Association News

Think Tank: Virtual Meetings in a Virtual Age?

Can we rely on virtual meetings in this virtual age? I don’t mean ones where virtually no-one shows up, but ones where everyone is participating at the same time, by teleconference or video conference!

 

Finding a date when most of your Directors can be in the same place at the one time is always a pain. And even when you’ve agreed a date there’s the venue, the travel, and the catering to be thought of. Plus, once you’ve got the Board together, If you’re unwise enough to give them a glass of wine with their buffet lunch you can pretty much kiss goodbye to a half-days’ productive time, if a couple of verbose windbags get into their stride.

 

So, banishing Directors to the confines of a small screen on the edge of your desk sounds pretty attractive. Not least because it has the potential to unlock heaps of time but it can also save a whole pile of money to boot! In the right circumstances virtual meetings can work admirably, but beware, there may be pitfalls.

 

Thanks to email it’s easy to get agreement to do something between meetings by simply asking committee members to reply signifying their consent. That’s fine, until one or two people don’t agree, raise major objections, or make counterproposals. Face to face this would get argued through and the majority view would probably prevail. But, if your discussion is solely by email, how – and who – determines whether a decision has been reached and what happens next? Clear ground rules should help.
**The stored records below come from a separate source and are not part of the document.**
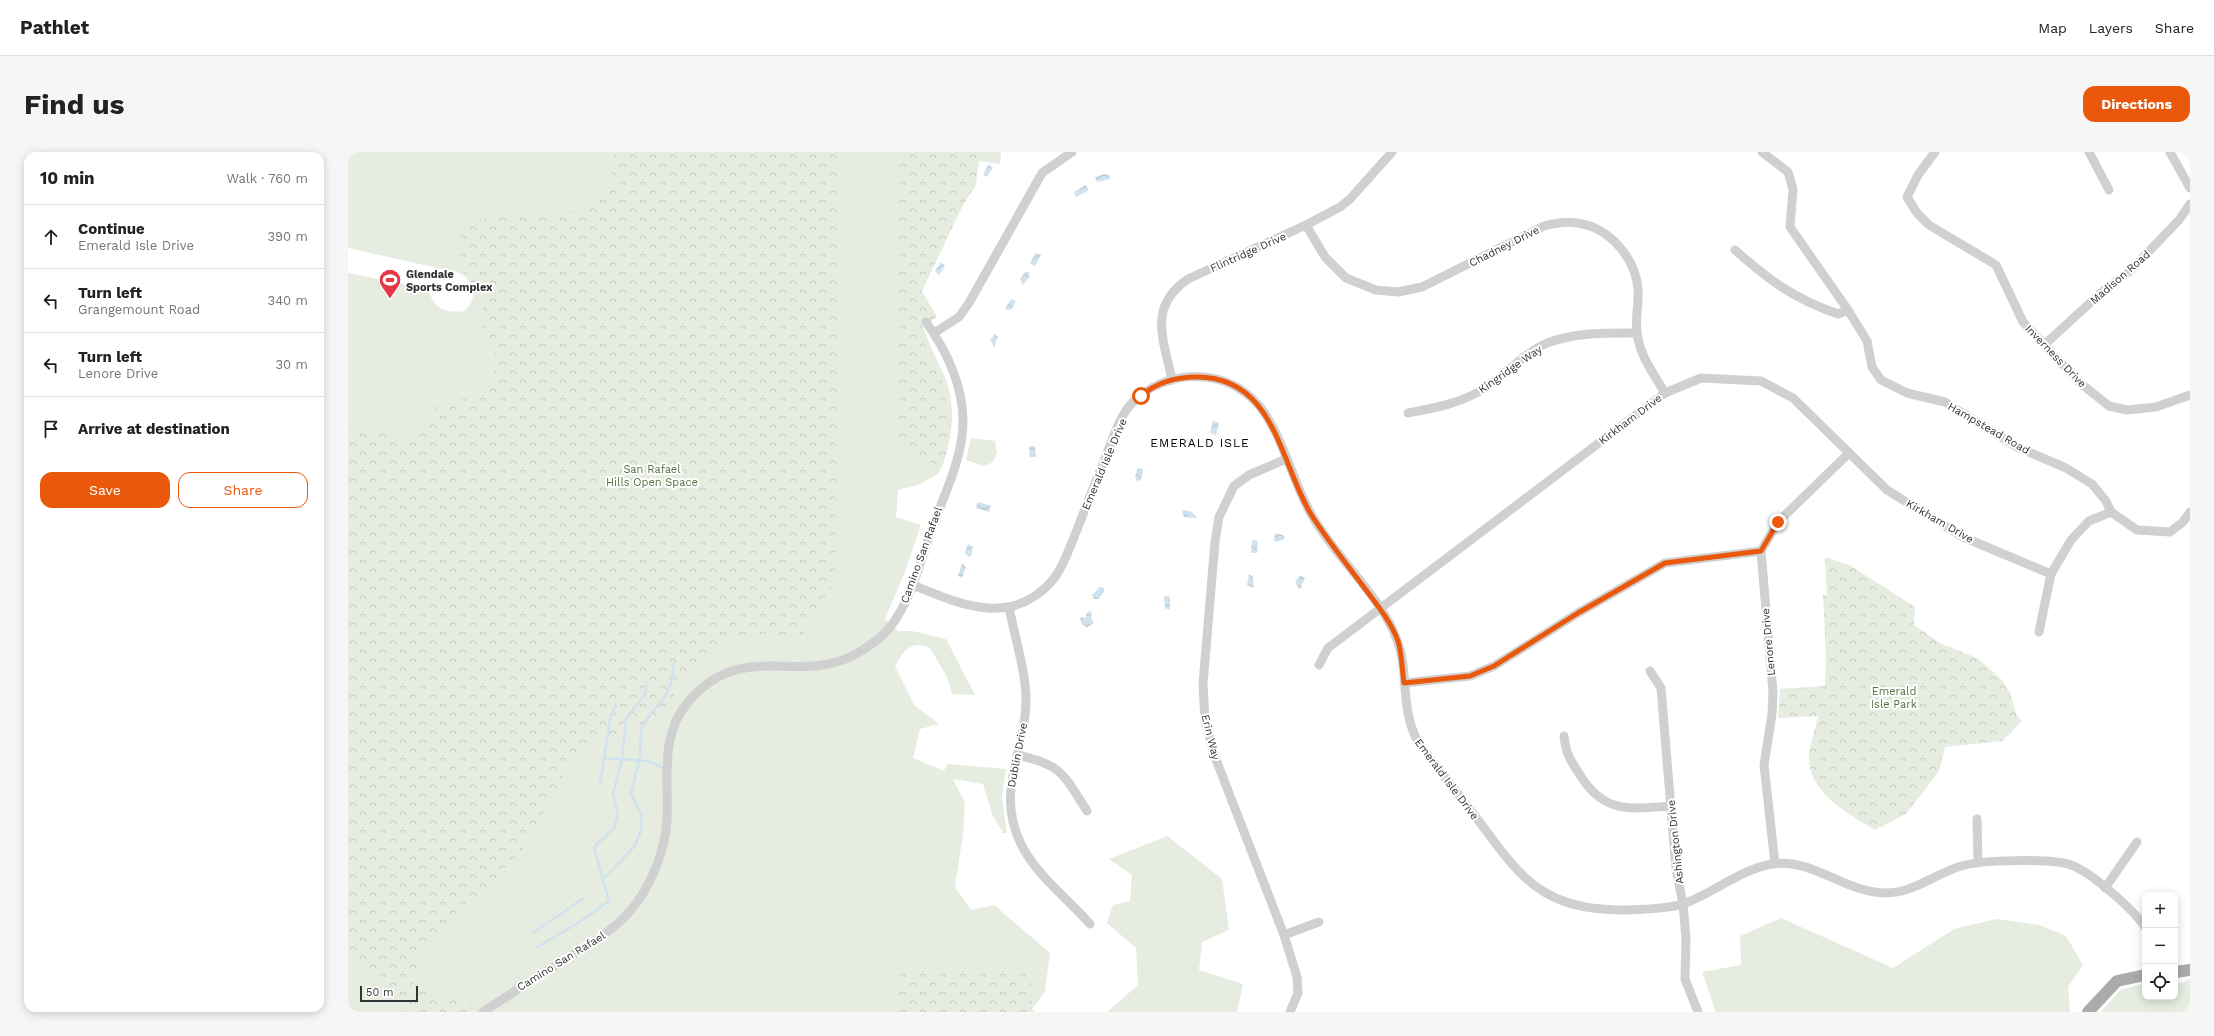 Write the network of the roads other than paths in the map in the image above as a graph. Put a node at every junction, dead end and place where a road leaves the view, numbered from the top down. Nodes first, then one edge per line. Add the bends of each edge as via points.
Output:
1 (1072, 152) edge
2 (1392, 152) edge
3 (1762, 152) edge
4 (1935, 152) edge
5 (2089, 152) edge
6 (2170, 152) edge
7 (2190, 188) edge
8 (2109, 190) dead end
9 (2190, 204) edge
10 (1306, 225) junction
11 (1734, 250) dead end
12 (1848, 310) junction
13 (926, 322) dead end
14 (934, 333) junction
15 (1637, 333) junction
16 (2044, 345) junction
17 (1172, 380) junction
18 (1665, 393) junction
19 (2190, 394) edge
20 (1408, 413) dead end
21 (1849, 453) junction
22 (1286, 459) junction
23 (2111, 512) junction
24 (2190, 512) edge
25 (1761, 551) junction
26 (2051, 574) junction
27 (912, 585) junction
28 (1009, 607) junction
29 (1380, 609) junction
30 (2039, 632) dead end
31 (1319, 665) dead end
32 (1650, 671) dead end
33 (1404, 683) junction
34 (1564, 736) dead end
35 (1017, 755) junction
36 (1670, 806) junction
37 (1087, 811) dead end
38 (1977, 819) dead end
39 (2137, 842) dead end
40 (1978, 863) junction
41 (1775, 864) junction
42 (2105, 888) junction
43 (1683, 904) junction
44 (1319, 922) dead end
45 (2142, 923) edge
46 (1090, 924) dead end
47 (1284, 935) junction
48 (2190, 970) edge
49 (2178, 972) edge
50 (2142, 976) edge
51 (483, 1012) edge
52 (1290, 1012) edge
53 (1698, 1012) edge
54 (2088, 1012) edge

1 - 14 street via 1042,173 970,303 959,317
2 - 10 street, Flintridge Drive via 1350,199
3 - 12 street, Hampstead Road via 1788,172 1793,189 1790,227
4 - 16 street, Inverness Drive via 1918,175 1907,197 1916,213 1930,225 1996,265 2023,322
5 - 8 street
6 - 7 street
9 - 16 street, Madison Road via 2179,220 2130,271 2103,291
10 - 15 street, Chadney Drive via 1325,257 1346,278 1376,290 1398,292 1422,287 1544,226 1561,222 1578,223 1600,231 1619,245 1628,258 1638,289
10 - 17 street, Flintridge Drive via 1188,279 1174,290 1166,302 1161,323
11 - 12 street via 1768,279 1794,296 1838,314
12 - 23 street, Hampstead Road via 1867,341 1872,367 1880,380 1907,393 1944,402 2017,447 2066,468 2092,484 2106,501
13 - 14 street, Camino San Rafael
14 - 27 street, Camino San Rafael via 957,381 962,407 962,434 956,460
15 - 18 street, Chadney Drive via 1644,358
15 - 20 street, Kingridge Way via 1585,334 1560,339 1531,351 1480,391 1460,401
16 - 19 street, Inverness Drive via 2079,382 2109,406 2127,410 2156,407
17 - 22 street, Emerald Isle Drive via 1183,377 1214,379 1239,388 1260,406
17 - 28 street, Emerald Isle Drive via 1144,393 1132,403 1123,416 1064,564 1056,577 1036,596
18 - 21 street, Kirkham Drive via 1701,378 1761,381 1793,398
18 - 29 street, Kirkham Drive
21 - 25 street via 1778,522
21 - 26 street, Kirkham Drive via 1887,490 1963,537
22 - 29 street, Emerald Isle Drive via 1311,514
22 - 47 street, Erin Way via 1249,475 1234,486 1219,517 1203,684 1205,721 1215,757
23 - 24 street, Hampstead Road via 2137,530 2170,532 2183,522
23 - 26 street via 2089,521 2071,540
25 - 33 street via 1665,563 1578,613 1494,666 1470,676
25 - 41 street, Lenore Drive via 1772,693 1772,714 1764,765
26 - 30 street
27 - 28 street, Emerald Isle Drive via 969,606 992,609
27 - 51 street, Camino San Rafael via 892,626 872,644 852,656 824,665 766,665 737,669 716,678 698,692 683,709 671,733 666,756 665,832 654,872 638,901 598,939
28 - 35 street, Dublin Drive via 1026,693 1026,709
29 - 31 street, Kirkham Drive via 1328,648
29 - 33 street, Emerald Isle Drive via 1398,642
32 - 36 street, Ashington Drive via 1661,688
33 - 43 street, Emerald Isle Drive via 1408,720 1418,742 1508,858 1534,885 1563,901 1589,908 1632,910
34 - 36 street via 1566,754 1588,789 1601,800 1631,809
35 - 37 street via 1042,761 1064,776
35 - 46 street, Dublin Drive via 1010,787 1011,816 1021,844 1035,865
36 - 43 street, Ashington Drive via 1676,869
38 - 40 street
39 - 42 street
40 - 41 street, Emerald Isle Drive via 1961,866 1909,889 1885,893 1851,887 1813,869
40 - 42 street, Emerald Isle Drive via 2069,864 2084,871
41 - 43 street, Emerald Isle Drive via 1744,873
42 - 45 street, Emerald Isle Drive
43 - 53 street, Ashington Drive via 1686,939 1685,979
44 - 47 street
47 - 52 street, Erin Way via 1297,976 1298,993
48 - 49 main road
50 - 54 main road via 2117,981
A policy that requires over 50% of those responding to agree, or a minimum number of objections before something can be stopped, would do the trick. But what next? Wait until a subsequent meeting – virtual or real – to ratify that decision? Not much help if a rapid resolution is required! And what about keeping records? Electronic? Not much good if they’re only accessible from one person’s inbox! Better to make it a policy that such decisions are reported like Minutes?

 

For a couple of years I was on the Board of an international body whose Directors were scattered to the four corners of the globe (not physically possible, but you know what I mean!). Getting them together for more than one or two meetings a year would have been prohibitively expensive and massively time consuming, so most Board meetings were held by teleconference. With the CEO in Australia, the Chairman in America, and Directors in England, South Africa, India etc., meetings had be held at odd hours to allow for time differences. Occasionally a Director answered the phone in their pyjamas (funny place to have a phone), but it worked!

 

The key was planning, preparation, and active participation.  The Officers having already deliberated, the Chairman and CEO set out and distributed an advance agenda that progressed in logical sequence; notes and supporting papers were circulated in advance, with all options explained; and all participants were expected to state their view clearly, with votes counted against the attendee list.

 

It worked because the group was tight, well known to each other, committed to attendance, and anxious to make progress. It would have failed if the Chairman had permitted subsequent backtracking on preceding decisions, let dominant personalities take over the discussion, or allowed the meeting to stray into subjects that were off beam. Their particular skill being to inspire input from those who never normally express an opinion on anything, or wrong-foot those who switched to speakerphone while they nipped off to fetch a coffee. Face to face, these same skills would be used to prompt those individuals whose ‘lights are on’ but where there’s ‘nobody home’!

 

Of course ‘actual’ meetings are better when it’s a large diverse gathering – like an AGM – or when there is a lot of business to cover on numerous issues. Slide decks and Power Point presentations can work in a virtual environment, but when you need 100% attention a live event is always best! But the major downside to virtual meetings is that they severely limit the chances of an after-meeting drink! Not the ‘done thing’ these days I know but, speaking personally, I learned an enormous amount about running trade associations, fellow directors’ true feelings, and the groundswell of member opinions, with a glass in my hand! Before the term got high-jacked, we used to call it ‘engagement’!